Aim of the task:
Give back every line of the data below exactly.

Supplied records:

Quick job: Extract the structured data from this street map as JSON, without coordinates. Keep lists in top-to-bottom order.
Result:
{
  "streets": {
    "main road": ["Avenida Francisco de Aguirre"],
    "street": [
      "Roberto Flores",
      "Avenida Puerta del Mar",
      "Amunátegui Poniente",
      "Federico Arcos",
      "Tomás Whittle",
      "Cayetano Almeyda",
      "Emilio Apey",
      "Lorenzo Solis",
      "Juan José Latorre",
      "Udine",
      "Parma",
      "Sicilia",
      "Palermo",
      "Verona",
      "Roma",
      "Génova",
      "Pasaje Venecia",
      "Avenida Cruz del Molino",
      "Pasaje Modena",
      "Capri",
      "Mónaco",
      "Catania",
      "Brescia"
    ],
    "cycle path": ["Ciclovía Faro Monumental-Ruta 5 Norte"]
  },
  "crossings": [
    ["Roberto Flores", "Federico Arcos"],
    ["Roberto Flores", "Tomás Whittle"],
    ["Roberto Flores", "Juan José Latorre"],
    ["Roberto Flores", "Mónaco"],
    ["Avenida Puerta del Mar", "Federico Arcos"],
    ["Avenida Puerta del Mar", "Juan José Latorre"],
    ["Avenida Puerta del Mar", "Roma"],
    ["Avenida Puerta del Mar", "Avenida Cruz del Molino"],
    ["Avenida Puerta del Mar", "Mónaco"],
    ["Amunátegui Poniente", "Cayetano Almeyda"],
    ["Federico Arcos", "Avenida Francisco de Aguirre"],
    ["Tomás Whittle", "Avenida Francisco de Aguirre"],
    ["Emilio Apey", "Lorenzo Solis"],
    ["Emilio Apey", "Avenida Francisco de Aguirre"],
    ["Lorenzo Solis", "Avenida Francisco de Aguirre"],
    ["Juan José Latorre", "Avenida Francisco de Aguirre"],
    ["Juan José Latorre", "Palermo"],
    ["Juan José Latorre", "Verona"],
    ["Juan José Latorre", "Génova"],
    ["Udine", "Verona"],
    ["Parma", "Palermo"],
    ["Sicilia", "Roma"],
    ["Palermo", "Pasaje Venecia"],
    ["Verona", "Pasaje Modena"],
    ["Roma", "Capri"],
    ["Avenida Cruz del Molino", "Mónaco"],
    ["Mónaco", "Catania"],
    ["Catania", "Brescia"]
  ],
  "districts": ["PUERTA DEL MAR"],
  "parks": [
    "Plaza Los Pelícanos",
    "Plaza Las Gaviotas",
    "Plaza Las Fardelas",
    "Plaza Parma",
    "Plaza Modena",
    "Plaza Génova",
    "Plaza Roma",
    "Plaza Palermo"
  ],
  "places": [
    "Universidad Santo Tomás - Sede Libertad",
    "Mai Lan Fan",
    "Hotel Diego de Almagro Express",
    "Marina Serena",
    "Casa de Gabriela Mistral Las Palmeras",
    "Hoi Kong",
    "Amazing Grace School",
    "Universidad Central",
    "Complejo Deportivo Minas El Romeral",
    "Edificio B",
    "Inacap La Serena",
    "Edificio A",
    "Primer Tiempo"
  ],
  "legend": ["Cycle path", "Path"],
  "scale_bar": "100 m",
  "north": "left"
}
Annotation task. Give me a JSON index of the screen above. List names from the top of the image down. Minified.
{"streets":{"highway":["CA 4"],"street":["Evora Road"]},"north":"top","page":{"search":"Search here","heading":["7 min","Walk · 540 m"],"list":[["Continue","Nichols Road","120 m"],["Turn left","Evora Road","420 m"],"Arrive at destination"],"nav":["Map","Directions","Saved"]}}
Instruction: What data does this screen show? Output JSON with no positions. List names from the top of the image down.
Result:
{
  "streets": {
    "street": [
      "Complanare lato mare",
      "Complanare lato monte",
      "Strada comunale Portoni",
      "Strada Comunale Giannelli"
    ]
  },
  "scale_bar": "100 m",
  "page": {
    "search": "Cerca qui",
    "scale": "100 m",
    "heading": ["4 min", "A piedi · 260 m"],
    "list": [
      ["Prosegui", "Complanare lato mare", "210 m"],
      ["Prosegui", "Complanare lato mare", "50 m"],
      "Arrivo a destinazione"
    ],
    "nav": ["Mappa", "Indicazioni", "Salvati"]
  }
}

Solution:
Quick job: Extract the structured data from this street map as JSON, without coordinates. Keep lists in top-to-bottom order.
Result:
{
  "streets": {
    "main road": ["Avenida Francisco de Aguirre"],
    "street": [
      "Roberto Flores",
      "Avenida Puerta del Mar",
      "Amunátegui Poniente",
      "Federico Arcos",
      "Tomás Whittle",
      "Cayetano Almeyda",
      "Emilio Apey",
      "Lorenzo Solis",
      "Juan José Latorre",
      "Udine",
      "Parma",
      "Sicilia",
      "Palermo",
      "Verona",
      "Roma",
      "Génova",
      "Pasaje Venecia",
      "Avenida Cruz del Molino",
      "Pasaje Modena",
      "Capri",
      "Mónaco",
      "Catania",
      "Brescia"
    ],
    "cycle path": ["Ciclovía Faro Monumental-Ruta 5 Norte"]
  },
  "crossings": [
    ["Roberto Flores", "Federico Arcos"],
    ["Roberto Flores", "Tomás Whittle"],
    ["Roberto Flores", "Juan José Latorre"],
    ["Roberto Flores", "Mónaco"],
    ["Avenida Puerta del Mar", "Federico Arcos"],
    ["Avenida Puerta del Mar", "Juan José Latorre"],
    ["Avenida Puerta del Mar", "Roma"],
    ["Avenida Puerta del Mar", "Avenida Cruz del Molino"],
    ["Avenida Puerta del Mar", "Mónaco"],
    ["Amunátegui Poniente", "Cayetano Almeyda"],
    ["Federico Arcos", "Avenida Francisco de Aguirre"],
    ["Tomás Whittle", "Avenida Francisco de Aguirre"],
    ["Emilio Apey", "Lorenzo Solis"],
    ["Emilio Apey", "Avenida Francisco de Aguirre"],
    ["Lorenzo Solis", "Avenida Francisco de Aguirre"],
    ["Juan José Latorre", "Avenida Francisco de Aguirre"],
    ["Juan José Latorre", "Palermo"],
    ["Juan José Latorre", "Verona"],
    ["Juan José Latorre", "Génova"],
    ["Udine", "Verona"],
    ["Parma", "Palermo"],
    ["Sicilia", "Roma"],
    ["Palermo", "Pasaje Venecia"],
    ["Verona", "Pasaje Modena"],
    ["Roma", "Capri"],
    ["Avenida Cruz del Molino", "Mónaco"],
    ["Mónaco", "Catania"],
    ["Catania", "Brescia"]
  ],
  "districts": ["PUERTA DEL MAR"],
  "parks": [
    "Plaza Los Pelícanos",
    "Plaza Las Gaviotas",
    "Plaza Las Fardelas",
    "Plaza Parma",
    "Plaza Modena",
    "Plaza Génova",
    "Plaza Roma",
    "Plaza Palermo"
  ],
  "places": [
    "Universidad Santo Tomás - Sede Libertad",
    "Mai Lan Fan",
    "Hotel Diego de Almagro Express",
    "Marina Serena",
    "Casa de Gabriela Mistral Las Palmeras",
    "Hoi Kong",
    "Amazing Grace School",
    "Universidad Central",
    "Complejo Deportivo Minas El Romeral",
    "Edificio B",
    "Inacap La Serena",
    "Edificio A",
    "Primer Tiempo"
  ],
  "legend": ["Cycle path", "Path"],
  "scale_bar": "100 m",
  "north": "left"
}
Annotation task. Give me a JSON index of the screen above. List names from the top of the image down. Minified.
{"streets":{"highway":["CA 4"],"street":["Evora Road"]},"north":"top","page":{"search":"Search here","heading":["7 min","Walk · 540 m"],"list":[["Continue","Nichols Road","120 m"],["Turn left","Evora Road","420 m"],"Arrive at destination"],"nav":["Map","Directions","Saved"]}}
Instruction: What data does this screen show? Output JSON with no positions. List names from the top of the image down.
Result:
{
  "streets": {
    "street": [
      "Complanare lato mare",
      "Complanare lato monte",
      "Strada comunale Portoni",
      "Strada Comunale Giannelli"
    ]
  },
  "scale_bar": "100 m",
  "page": {
    "search": "Cerca qui",
    "scale": "100 m",
    "heading": ["4 min", "A piedi · 260 m"],
    "list": [
      ["Prosegui", "Complanare lato mare", "210 m"],
      ["Prosegui", "Complanare lato mare", "50 m"],
      "Arrivo a destinazione"
    ],
    "nav": ["Mappa", "Indicazioni", "Salvati"]
  }
}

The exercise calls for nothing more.